Class ModelStrategy

java.lang.Object
org.ojalgo.optimisation.integer.ModelStrategy
All Implemented Interfaces:
IntegerStrategy
Direct Known Subclasses:
ModelStrategy.AbstractStrategy, ModelStrategy.DefaultStrategy

public abstract class ModelStrategy extends Object implements IntegerStrategy
This base class contains some model/problem specific data required by the IntegerSolver. The "strategies" are implemented in subclasses. If you plan to implement a custom strategy it may be helpful to extend ModelStrategy.AbstractStrategy instead.
  • Field Details

    • myIndices

      private final int[] myIndices
      One entry per integer variable, the entry is the global index of that integer variable
    • myOptimisationSense

      private final Optimisation.Sense myOptimisationSense
    • myStrategy

      private final IntegerStrategy myStrategy
    • myWorkerPriorities

      private final List<Comparator<NodeKey>> myWorkerPriorities
    • cutting

      protected boolean cutting
      Indicates if cut generation is turned on, or not. On by default.
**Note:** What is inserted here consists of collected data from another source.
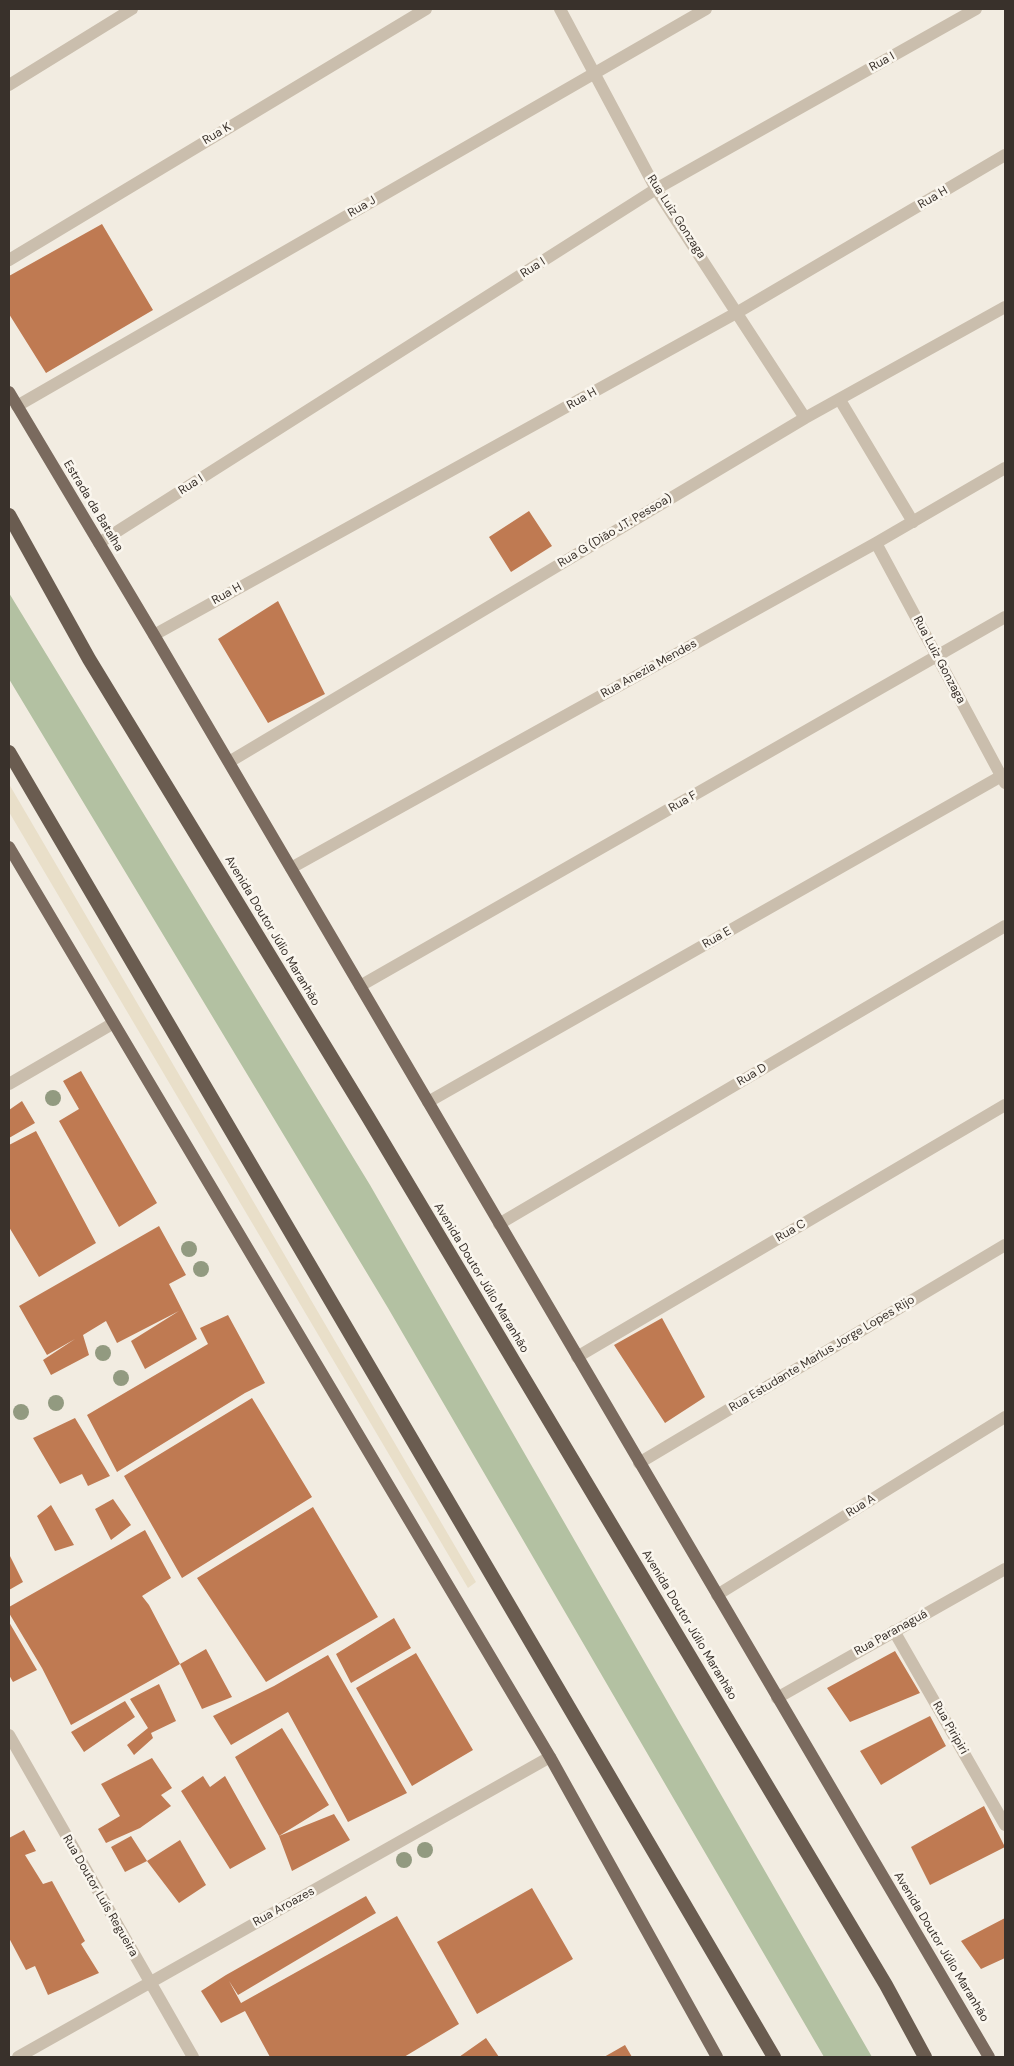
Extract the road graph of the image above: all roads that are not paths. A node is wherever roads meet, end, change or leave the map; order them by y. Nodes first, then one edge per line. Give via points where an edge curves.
1 (132, 9) edge
2 (426, 9) edge
3 (560, 9) edge
4 (706, 9) edge
5 (976, 9) edge
6 (594, 73) junction
7 (9, 85) edge
8 (1005, 155) edge
9 (656, 190) junction
10 (9, 260) edge
11 (1005, 307) edge
12 (738, 312) junction
13 (9, 392) edge
14 (840, 400) junction
15 (17, 406) junction
16 (805, 418) junction
17 (1005, 468) edge
18 (9, 515) edge
19 (913, 522) junction
20 (99, 543) junction
21 (876, 543) junction
22 (1005, 617) edge
23 (154, 635) junction
24 (937, 658) junction
25 (9, 752) edge
26 (229, 762) junction
27 (1004, 778) edge
28 (9, 847) edge
29 (291, 868) junction
30 (1005, 926) edge
31 (360, 986) junction
32 (112, 1024) junction
33 (9, 1084) edge
34 (428, 1102) junction
35 (1005, 1105) edge
36 (500, 1224) junction
37 (1005, 1245) edge
38 (577, 1357) junction
39 (1005, 1417) edge
40 (639, 1463) junction
41 (1005, 1569) edge
42 (716, 1595) junction
43 (894, 1631) junction
44 (777, 1698) junction
45 (9, 1735) edge
46 (550, 1757) junction
47 (1005, 1825) edge
48 (150, 1984) junction
49 (18, 2057) edge
50 (193, 2057) edge
51 (717, 2057) edge
52 (774, 2057) edge
53 (925, 2057) edge
54 (989, 2057) edge

1 - 7 street
2 - 10 street, Rua K
3 - 6 street, Rua Luiz Gonzaga
4 - 6 street, Rua J
5 - 9 street, Rua I
6 - 9 street, Rua Luiz Gonzaga
6 - 15 street, Rua J
8 - 12 street, Rua H
9 - 12 street, Rua Luiz Gonzaga
9 - 20 street, Rua I
11 - 14 street, Rua G (Dião J.T. Pessoa)
12 - 16 street, Rua Luiz Gonzaga
12 - 23 street, Rua H
13 - 15 main road, Estrada da Batalha
14 - 16 street, Rua G (Dião J.T. Pessoa)
14 - 19 street
15 - 20 main road, Estrada da Batalha
16 - 26 street, Rua G (Dião J.T. Pessoa)
17 - 19 street, Rua Anezia Mendes
18 - 53 highway, Avenida Doutor Júlio Maranhão via 89,659 378,1134 886,1985
19 - 21 street, Rua Anezia Mendes
20 - 23 main road, Estrada da Batalha
21 - 24 street, Rua Luiz Gonzaga
21 - 29 street, Rua Anezia Mendes
22 - 24 street, Rua F
23 - 26 main road, Avenida Doutor Júlio Maranhão
24 - 27 street, Rua Luiz Gonzaga
24 - 31 street, Rua F
25 - 52 highway
26 - 29 main road, Avenida Doutor Júlio Maranhão
27 - 34 street, Rua E
28 - 32 main road
29 - 31 main road, Avenida Doutor Júlio Maranhão
30 - 36 street, Rua D
31 - 34 main road, Avenida Doutor Júlio Maranhão
32 - 33 street
32 - 46 main road
34 - 36 main road, Avenida Doutor Júlio Maranhão
35 - 38 street, Rua C
36 - 38 main road, Avenida Doutor Júlio Maranhão
37 - 40 street, Rua Estudante Marlus Jorge Lopes Rijo
38 - 40 main road, Avenida Doutor Júlio Maranhão
39 - 42 street, Rua A
40 - 42 main road, Avenida Doutor Júlio Maranhão
41 - 43 street, Rua Paranaguá
42 - 44 main road, Avenida Doutor Júlio Maranhão
43 - 44 street, Rua Paranaguá
43 - 47 street, Rua Piripiri
44 - 54 main road, Avenida Doutor Júlio Maranhão
45 - 48 street, Rua Doutor Luís Regueira
46 - 48 street, Rua Aroazes
46 - 51 main road
48 - 49 street, Rua Aroazes
48 - 50 street, Rua Doutor Luís Regueira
Algorithms can turn off when/if no longer useful.
  • Constructor Details

  • Method Details

    • getGapTolerance

      public NumberContext getGapTolerance()
      Description copied from interface: IntegerStrategy
      The MIP gap is the difference between the best integer solution found so far and a node's relaxed non-integer solution. The relative MIP gap is that difference divided by the optimal value (approximated by the currently best integer solution). If the gap (absolute or relative) is too small, then the corresponding branch is terminated as it is deemed unlikely or too "expensive" to find better integer solutions there.
      Specified by:
      getGapTolerance in interface IntegerStrategy
      Returns:
      The tolerance context used to determine if the gap is too small or not
    • getGMICutConfiguration

      public IntegerStrategy.GMICutConfiguration getGMICutConfiguration()
      Specified by:
      getGMICutConfiguration in interface IntegerStrategy
    • getIntegralityTolerance

      public NumberContext getIntegralityTolerance()
      Description copied from interface: IntegerStrategy
      Used to determine if a variable value is integer or not
      Specified by:
      getIntegralityTolerance in interface IntegerStrategy
    • getWorkerPriorities

      public List<Comparator<NodeKey>> getWorkerPriorities()
      Description copied from interface: IntegerStrategy
      There will be 1 worker thread per item in the returned List. The Comparator instances need not be unique. Used to prioritise among the nodes waiting to be evaluated.
      Specified by:
      getWorkerPriorities in interface IntegerStrategy
    • newModelStrategy

      public ModelStrategy newModelStrategy(ExpressionsBasedModel model)
      Specified by:
      newModelStrategy in interface IntegerStrategy
    • toString

      public final String toString()
      Overrides:
      toString in class Object
    • countIntegerVariables

      protected int countIntegerVariables()
    • getIndex

      protected int getIndex(int idx)
      The variable's global index
      Parameters:
      idx - Index among the integer variables
    • initialise

      protected abstract ModelStrategy initialise(MultiaryFunction.TwiceDifferentiable<Double> function, Access1D<?> point)
      Called, once, at the very beginning of the solve process.
    • isCutRatherThanBranch

      protected abstract boolean isCutRatherThanBranch(double displacement, boolean found)
    • isDirect

      protected abstract boolean isDirect(NodeKey node, boolean found)
      This method will be called twice when branching – once for each of the new nodes created by branching. In most cases you only want to return true for (at most) one of those new branches. Always returning true for both the new nodes will cause excessive memory consumption.
      Parameters:
      node - The node to check
      found - Is an integer solution already found?
      Returns:
      true if this node should be evaluated directly (not deferred)
    • isGoodEnough

      protected boolean isGoodEnough(Optimisation.Result bestResultSoFar, double relaxedNodeValue)
      Is the node's result good enough to continue branching? (Compare the node's objective function value with the that of the best integer solution found so far.)
    • markInfeasible

      protected abstract void markInfeasible(NodeKey key, boolean found)
      Called everytime a node/subproblem is found to be infeasible
    • markInteger

      protected abstract void markInteger(NodeKey key, Optimisation.Result result)
      Called everytime a new integer solution is found
    • toComparable

      protected abstract double toComparable(int idx, double displacement, boolean found)
      Convert the fraction to something "comparable" used to determine which variable to branch on. If a variable is at an integer value or not is determined by the Optimisation.Options.feasibility property. If an integer variable is not at an integer value, then this method is invoked to obtain a value that is then used to copare with that of other integer variables with fractional values. The variable with the max "comparable" is picked for branching.
      Parameters:
      idx - Integer variable index
      displacement - variable's fractional value
      found - Is an integer solution already found?
      Returns:
      Value used to compare variables when determining which to branch on. Larger value means more likelyn to branch on this.